## Task
Going through the entries below, copy out each line that contains "them".

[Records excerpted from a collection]

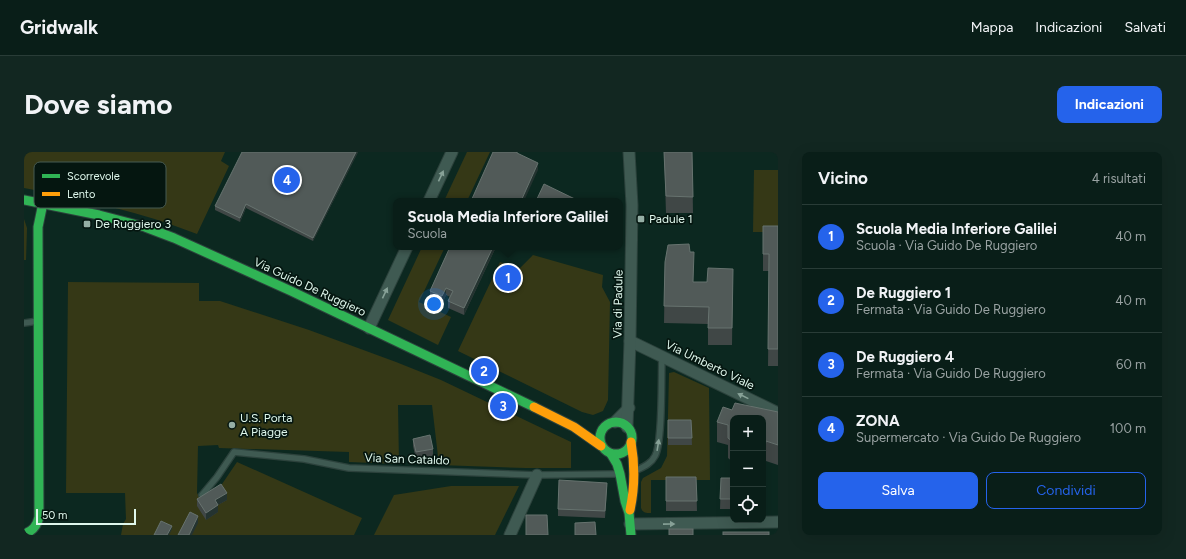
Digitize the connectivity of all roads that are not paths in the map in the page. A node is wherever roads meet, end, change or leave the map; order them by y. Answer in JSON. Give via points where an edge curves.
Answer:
{"nodes":[{"id":1,"x":452,"y":152,"type":"edge"},
{"id":2,"x":629,"y":152,"type":"edge"},
{"id":3,"x":430,"y":198,"type":"edge"},
{"id":4,"x":24,"y":200,"type":"edge"},
{"id":5,"x":34,"y":202,"type":"edge"},
{"id":6,"x":42,"y":208,"type":"edge"},
{"id":7,"x":63,"y":208,"type":"edge"},
{"id":8,"x":406,"y":250,"type":"edge"},
{"id":9,"x":38,"y":321,"type":"junction"},
{"id":10,"x":24,"y":323,"type":"edge"},
{"id":11,"x":369,"y":328,"type":"junction"},
{"id":12,"x":630,"y":341,"type":"junction"},
{"id":13,"x":662,"y":356,"type":"junction"},
{"id":14,"x":629,"y":408,"type":"junction"},
{"id":15,"x":778,"y":413,"type":"edge"},
{"id":16,"x":615,"y":422,"type":"junction"},
{"id":17,"x":574,"y":427,"type":"junction"},
{"id":18,"x":596,"y":427,"type":"junction"},
{"id":19,"x":627,"y":428,"type":"junction"},
{"id":20,"x":631,"y":442,"type":"junction"},
{"id":21,"x":601,"y":446,"type":"junction"},
{"id":22,"x":611,"y":454,"type":"junction"},
{"id":23,"x":634,"y":472,"type":"junction"},
{"id":24,"x":537,"y":474,"type":"junction"},
{"id":25,"x":620,"y":474,"type":"junction"},
{"id":26,"x":202,"y":495,"type":"edge"},
{"id":27,"x":630,"y":518,"type":"junction"},
{"id":28,"x":778,"y":522,"type":"edge"},
{"id":29,"x":32,"y":532,"type":"edge"},
{"id":30,"x":510,"y":535,"type":"edge"},
{"id":31,"x":631,"y":535,"type":"edge"}],
"edges":[{"from":3,"to":1,"type":"street","one_way":true},
{"from":2,"to":12,"type":"street","name":"Via di Padule","via":[[632,205]]},
{"from":4,"to":5,"type":"street","name":"Via Guido De Ruggiero"},
{"from":6,"to":9,"type":"street","via":[[38,227]]},
{"from":7,"to":11,"type":"street","name":"Via Guido De Ruggiero","via":[[160,232],[239,266]]},
{"from":11,"to":8,"type":"street","one_way":true},
{"from":9,"to":10,"type":"lane"},
{"from":9,"to":29,"type":"street","via":[[39,517]]},
{"from":11,"to":17,"type":"street","name":"Via Guido De Ruggiero"},
{"from":12,"to":13,"type":"street","name":"Via Umberto Viale"},
{"from":12,"to":14,"type":"street","name":"Via di Padule"},
{"from":15,"to":13,"type":"street","name":"Via Umberto Viale","one_way":true},
{"from":23,"to":13,"type":"lane","one_way":true,"via":[[649,463],[658,448]]},
{"from":14,"to":16,"type":"street"},
{"from":14,"to":19,"type":"street","name":"Via di Padule"},
{"from":16,"to":18,"type":"street"},
{"from":16,"to":19,"type":"street","via":[[624,424]]},
{"from":17,"to":18,"type":"street","name":"Via Guido De Ruggiero"},
{"from":17,"to":21,"type":"street","name":"Via Guido De Ruggiero"},
{"from":18,"to":21,"type":"street"},
{"from":19,"to":20,"type":"street","via":[[631,434]]},
{"from":20,"to":22,"type":"street","via":[[630,447],[624,452]]},
{"from":20,"to":23,"type":"street"},
{"from":21,"to":22,"type":"street"},
{"from":22,"to":25,"type":"street"},
{"from":23,"to":25,"type":"lane","name":"Via San Cataldo"},
{"from":23,"to":27,"type":"street"},
{"from":24,"to":25,"type":"lane","name":"Via San Cataldo"},
{"from":24,"to":26,"type":"lane","name":"Via San Cataldo","via":[[350,468],[304,459],[234,452]]},
{"from":24,"to":30,"type":"street"},
{"from":25,"to":27,"type":"street"},
{"from":27,"to":28,"type":"street","one_way":true},
{"from":27,"to":31,"type":"street"}]}
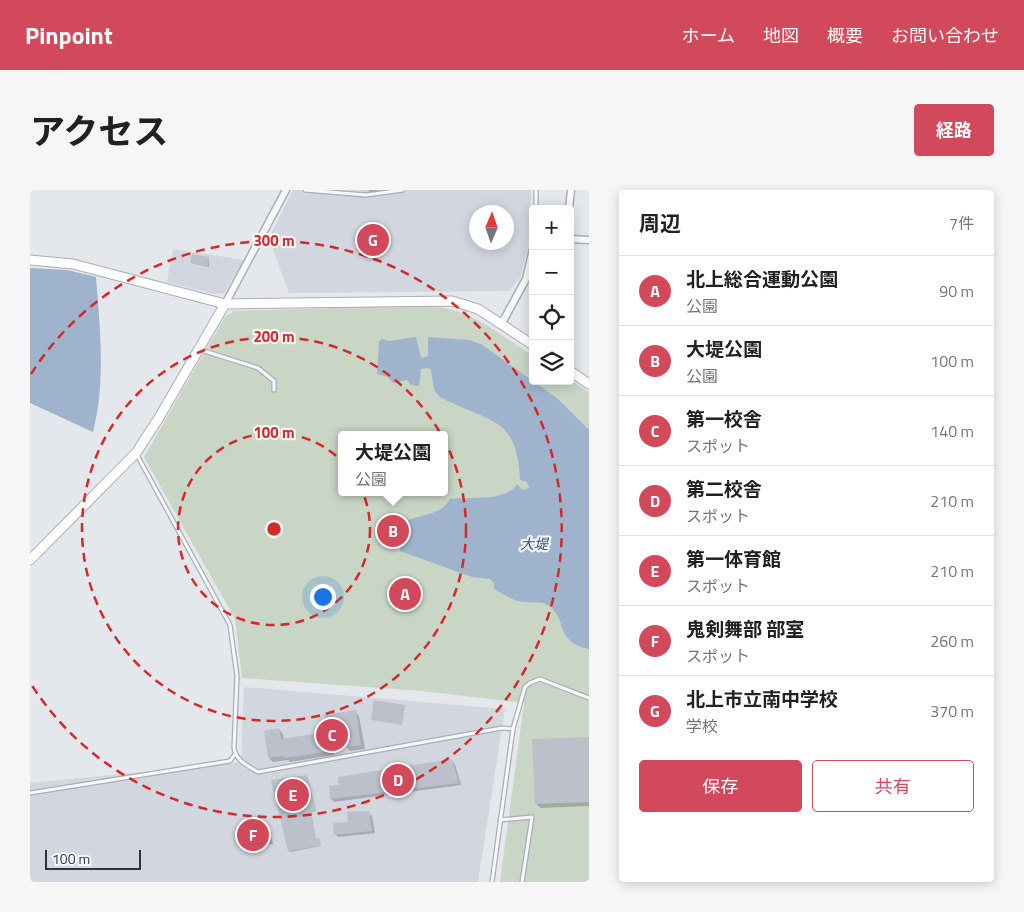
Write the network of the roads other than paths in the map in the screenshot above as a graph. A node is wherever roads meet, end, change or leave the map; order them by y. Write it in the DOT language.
graph roads {
  1 [pos="286,190"];
  2 [pos="305,190"];
  3 [pos="403,190"];
  4 [pos="536,190"];
  5 [pos="572,190"];
  6 [pos="536,205"];
  7 [pos="570,205"];
  8 [pos="574,239"];
  9 [pos="589,240"];
  10 [pos="533,250"];
  11 [pos="30,260"];
  12 [pos="225,304"];
  13 [pos="502,323"];
  14 [pos="529,342"];
  15 [pos="198,350"];
  16 [pos="574,374"];
  17 [pos="589,384"];
  18 [pos="274,390"];
  19 [pos="136,453"];
  20 [pos="30,560"];
  21 [pos="589,698"];
  22 [pos="513,729"];
  23 [pos="235,754"];
  24 [pos="30,793"];
  25 [pos="500,820"];
  26 [pos="492,882"];
  27 [pos="522,882"];
  1 -- 12 [label="street"];
  2 -- 3 [label="lane"];
  4 -- 6 [label="lane"];
  5 -- 7 [label="street"];
  8 -- 9 [label="street"];
  10 -- 13 [label="street"];
  11 -- 12 [label="street"];
  12 -- 13 [label="street"];
  12 -- 15 [label="street"];
  13 -- 14 [label="street"];
  15 -- 18 [label="lane"];
  15 -- 19 [label="street"];
  16 -- 17 [label="street"];
  19 -- 20 [label="street"];
  19 -- 23 [label="lane"];
  21 -- 22 [label="lane"];
  22 -- 23 [label="lane"];
  22 -- 25 [label="lane"];
  23 -- 24 [label="lane"];
  25 -- 26 [label="lane"];
  25 -- 27 [label="lane"];
}
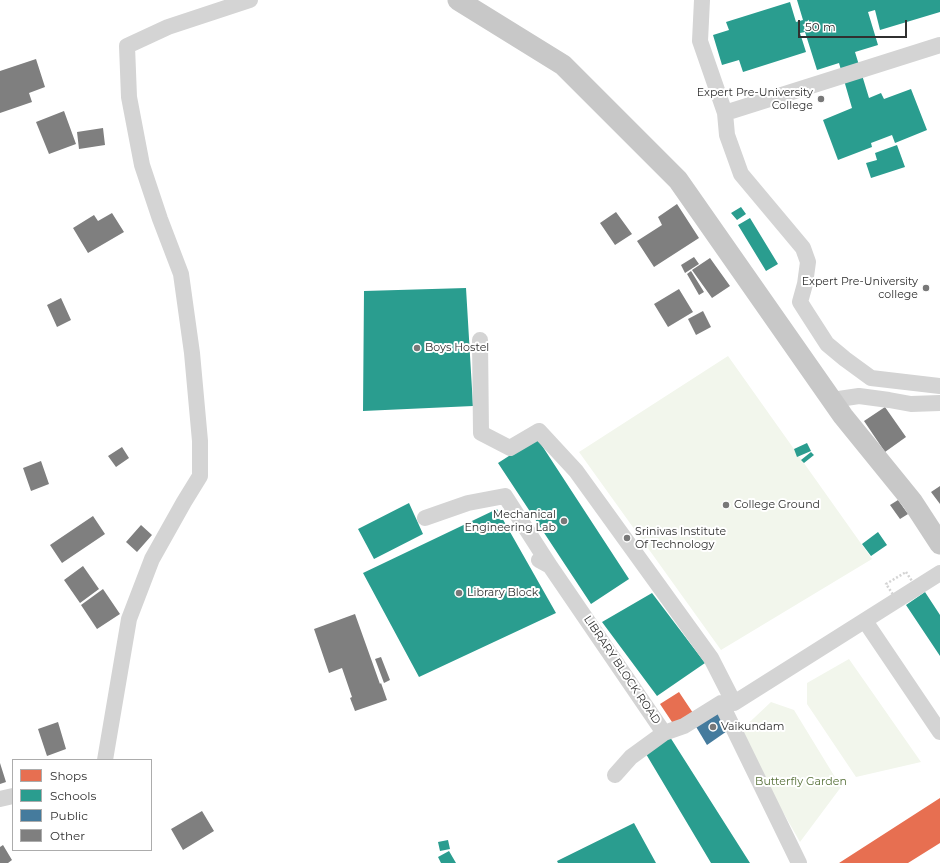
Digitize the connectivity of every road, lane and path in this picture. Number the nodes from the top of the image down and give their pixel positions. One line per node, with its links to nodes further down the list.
1 (250, 0): 17 (street)
2 (458, 0): 8 (main road)
3 (702, 0): 5 (street)
4 (940, 45): 5 (street)
5 (725, 113): 7 (street)
6 (480, 340): 14 (street)
7 (940, 386)
8 (832, 400): 9 (street); 11 (main road)
9 (940, 403)
10 (425, 518): 16 (street, LIBRARY BLOCK ROAD)
11 (940, 544)
12 (940, 573): 13 (street, LIBRARY BLOCK ROAD)
13 (865, 621): 14 (street, LIBRARY BLOCK ROAD); 15 (street)
14 (727, 703): 16 (street, LIBRARY BLOCK ROAD); 21 (street)
15 (940, 732)
16 (664, 733): 18 (street)
17 (105, 759)
18 (615, 774)
19 (12, 796): 20 (street)
20 (0, 799)
21 (800, 863)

## Task output
Digitize the connectivity of all roads that are not paths in the map in the page. A node is wherever roads meet, end, change or leave the map; order them by y. Answer in JSON. Give via points where an edge curves.
Write the network of the roads other than paths in the map in the screenshot above as a graph. A node is wherever roads meet, end, change or leave the map; order them by y. Write it in the DOT language.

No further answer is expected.